In Boyle Heights, CicLAvia is sometimes the first chance for people in the neighborhood to venture off the sidewalk and onto the streets on a bicycle, or provides local businesses an opportunity to get creative in the way they get involved in the ten and a half mile "open street" block party.
One example came from a small bike shop on the corner of Cummings Street and Cesar Chavez Avenue when some of the shops mechanics set up a table across the street from the Boyle Heights Technology Center. Last year, Misneighbors.com saw artists Lilia Ramirez and Raul Gonzalez taking up the same location at CicLAvia. This year, a teenager that works at the shop, Rosendo Valdez, convinced the stores owner to take out his supplies and work on bikes on 4th Street during CicLAvia.
The mechanics mainly replaced tires or tubes on bikes passing by on the CicLAvia route.

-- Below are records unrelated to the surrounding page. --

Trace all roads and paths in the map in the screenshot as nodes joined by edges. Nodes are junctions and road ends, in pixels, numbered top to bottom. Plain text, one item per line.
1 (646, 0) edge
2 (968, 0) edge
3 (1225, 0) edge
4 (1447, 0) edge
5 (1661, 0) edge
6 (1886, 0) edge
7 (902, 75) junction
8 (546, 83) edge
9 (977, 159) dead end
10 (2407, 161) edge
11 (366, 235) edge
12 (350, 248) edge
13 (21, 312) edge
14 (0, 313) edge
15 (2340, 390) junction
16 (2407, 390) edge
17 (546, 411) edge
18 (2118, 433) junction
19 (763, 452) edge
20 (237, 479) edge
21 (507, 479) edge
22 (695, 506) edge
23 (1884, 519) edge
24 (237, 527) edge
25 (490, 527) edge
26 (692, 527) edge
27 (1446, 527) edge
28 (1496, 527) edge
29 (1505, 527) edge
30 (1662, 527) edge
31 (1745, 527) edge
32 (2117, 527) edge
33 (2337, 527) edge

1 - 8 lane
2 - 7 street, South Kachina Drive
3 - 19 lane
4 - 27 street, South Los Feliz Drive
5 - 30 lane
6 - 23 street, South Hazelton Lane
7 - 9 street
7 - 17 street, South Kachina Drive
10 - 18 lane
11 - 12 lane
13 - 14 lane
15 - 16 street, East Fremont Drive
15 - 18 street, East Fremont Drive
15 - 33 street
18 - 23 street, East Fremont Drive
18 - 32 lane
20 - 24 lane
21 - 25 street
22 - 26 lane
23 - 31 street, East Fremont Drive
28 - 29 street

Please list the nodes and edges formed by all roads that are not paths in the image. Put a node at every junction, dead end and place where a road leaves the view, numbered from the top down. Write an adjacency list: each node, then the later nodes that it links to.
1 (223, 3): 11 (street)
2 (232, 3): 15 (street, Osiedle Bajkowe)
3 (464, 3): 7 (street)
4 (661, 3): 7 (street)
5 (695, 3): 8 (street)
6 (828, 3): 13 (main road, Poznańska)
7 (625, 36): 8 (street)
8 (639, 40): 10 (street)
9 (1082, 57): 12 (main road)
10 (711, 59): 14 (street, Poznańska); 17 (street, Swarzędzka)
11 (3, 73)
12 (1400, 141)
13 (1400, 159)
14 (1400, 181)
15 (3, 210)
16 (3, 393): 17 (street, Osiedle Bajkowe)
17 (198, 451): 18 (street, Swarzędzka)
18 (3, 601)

The bike shop mechanics charged for the supplies that were used, but the labor was free, said Valdez, a student at Theodore Roosevelt High School in Boyle Heights.

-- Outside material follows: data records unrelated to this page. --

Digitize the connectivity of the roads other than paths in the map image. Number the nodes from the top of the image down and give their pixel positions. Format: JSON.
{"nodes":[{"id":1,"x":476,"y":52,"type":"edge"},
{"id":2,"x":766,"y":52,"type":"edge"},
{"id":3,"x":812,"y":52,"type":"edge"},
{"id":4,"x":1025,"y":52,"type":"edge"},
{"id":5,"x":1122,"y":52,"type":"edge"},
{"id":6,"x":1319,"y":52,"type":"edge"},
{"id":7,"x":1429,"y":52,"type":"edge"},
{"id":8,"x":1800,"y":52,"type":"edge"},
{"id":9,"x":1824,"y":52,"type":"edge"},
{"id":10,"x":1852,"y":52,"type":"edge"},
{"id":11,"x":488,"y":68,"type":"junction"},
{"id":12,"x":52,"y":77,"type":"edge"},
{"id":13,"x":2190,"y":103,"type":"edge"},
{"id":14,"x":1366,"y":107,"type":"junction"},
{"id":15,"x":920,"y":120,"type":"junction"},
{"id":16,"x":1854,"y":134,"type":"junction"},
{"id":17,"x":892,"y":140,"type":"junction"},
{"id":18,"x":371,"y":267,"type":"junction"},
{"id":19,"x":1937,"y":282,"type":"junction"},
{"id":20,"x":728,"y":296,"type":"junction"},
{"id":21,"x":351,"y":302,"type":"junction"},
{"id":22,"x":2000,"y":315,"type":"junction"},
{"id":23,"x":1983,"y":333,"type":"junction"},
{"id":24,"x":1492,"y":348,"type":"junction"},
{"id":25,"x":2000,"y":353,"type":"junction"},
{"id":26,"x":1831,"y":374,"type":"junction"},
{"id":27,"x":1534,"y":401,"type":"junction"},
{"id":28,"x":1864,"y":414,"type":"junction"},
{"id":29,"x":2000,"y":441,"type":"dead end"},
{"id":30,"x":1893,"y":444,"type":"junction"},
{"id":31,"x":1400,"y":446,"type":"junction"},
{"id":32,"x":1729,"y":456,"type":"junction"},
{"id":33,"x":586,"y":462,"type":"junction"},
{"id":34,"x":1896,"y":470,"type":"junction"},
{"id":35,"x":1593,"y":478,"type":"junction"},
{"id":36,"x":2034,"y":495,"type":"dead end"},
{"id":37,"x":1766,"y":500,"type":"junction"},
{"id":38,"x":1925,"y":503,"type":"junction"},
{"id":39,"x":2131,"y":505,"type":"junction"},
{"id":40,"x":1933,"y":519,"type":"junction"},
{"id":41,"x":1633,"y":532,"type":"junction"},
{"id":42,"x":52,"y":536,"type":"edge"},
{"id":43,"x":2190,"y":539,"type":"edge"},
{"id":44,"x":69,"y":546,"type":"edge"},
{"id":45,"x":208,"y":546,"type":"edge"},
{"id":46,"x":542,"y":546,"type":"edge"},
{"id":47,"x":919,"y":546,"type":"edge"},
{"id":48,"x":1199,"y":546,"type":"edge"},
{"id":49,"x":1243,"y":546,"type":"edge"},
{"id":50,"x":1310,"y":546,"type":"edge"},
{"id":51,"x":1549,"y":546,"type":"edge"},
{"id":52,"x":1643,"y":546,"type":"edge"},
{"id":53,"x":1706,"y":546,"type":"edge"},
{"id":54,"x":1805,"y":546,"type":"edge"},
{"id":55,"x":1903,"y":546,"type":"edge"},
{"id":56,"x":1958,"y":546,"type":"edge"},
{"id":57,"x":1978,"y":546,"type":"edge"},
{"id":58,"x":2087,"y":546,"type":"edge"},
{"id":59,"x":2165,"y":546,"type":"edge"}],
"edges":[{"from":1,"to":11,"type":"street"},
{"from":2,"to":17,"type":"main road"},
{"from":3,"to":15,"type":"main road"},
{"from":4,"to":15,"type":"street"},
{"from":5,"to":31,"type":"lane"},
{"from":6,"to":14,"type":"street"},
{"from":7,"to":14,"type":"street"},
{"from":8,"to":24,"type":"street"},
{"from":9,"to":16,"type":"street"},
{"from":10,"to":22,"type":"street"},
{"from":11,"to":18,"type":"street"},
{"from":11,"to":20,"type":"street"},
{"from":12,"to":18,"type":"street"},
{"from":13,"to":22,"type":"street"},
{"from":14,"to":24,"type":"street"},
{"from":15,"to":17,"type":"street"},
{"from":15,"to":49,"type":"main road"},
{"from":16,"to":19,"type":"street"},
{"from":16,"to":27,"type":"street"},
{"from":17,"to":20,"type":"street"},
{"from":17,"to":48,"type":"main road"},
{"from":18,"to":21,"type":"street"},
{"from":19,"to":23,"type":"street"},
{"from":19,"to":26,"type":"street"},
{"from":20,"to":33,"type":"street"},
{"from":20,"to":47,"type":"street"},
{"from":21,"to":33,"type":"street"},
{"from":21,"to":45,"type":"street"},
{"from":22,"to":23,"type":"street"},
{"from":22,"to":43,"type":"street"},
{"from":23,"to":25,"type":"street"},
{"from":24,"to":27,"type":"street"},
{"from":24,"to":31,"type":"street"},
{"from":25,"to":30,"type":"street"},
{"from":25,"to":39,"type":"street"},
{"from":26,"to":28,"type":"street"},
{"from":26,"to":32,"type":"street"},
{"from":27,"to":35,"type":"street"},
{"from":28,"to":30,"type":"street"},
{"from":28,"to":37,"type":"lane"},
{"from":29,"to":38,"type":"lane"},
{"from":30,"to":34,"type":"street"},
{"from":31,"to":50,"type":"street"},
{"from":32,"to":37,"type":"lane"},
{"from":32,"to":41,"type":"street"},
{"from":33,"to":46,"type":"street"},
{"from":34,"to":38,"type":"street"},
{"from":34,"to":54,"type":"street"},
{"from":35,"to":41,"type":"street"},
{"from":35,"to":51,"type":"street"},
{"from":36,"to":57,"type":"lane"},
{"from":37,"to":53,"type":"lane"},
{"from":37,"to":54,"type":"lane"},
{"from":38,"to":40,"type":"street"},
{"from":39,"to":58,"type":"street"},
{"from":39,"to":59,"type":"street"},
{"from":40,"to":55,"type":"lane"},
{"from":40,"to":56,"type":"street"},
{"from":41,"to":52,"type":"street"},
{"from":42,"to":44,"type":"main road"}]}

Yesterday at an American Planning Association panel entitled "Ciclovia: Bogota's Influence on Bike Policy," Misneighbors.com editor Jessica Perez said that in Boyle Heights CicLAvia brings local residents to different parts of the neighborhood they never visited.
“You start noticing a lot of different things in your neighborhood through (CicLAvia),” said Perez. “I had never walked through the Fourth Street Bridge, and I’ve been a life long resident."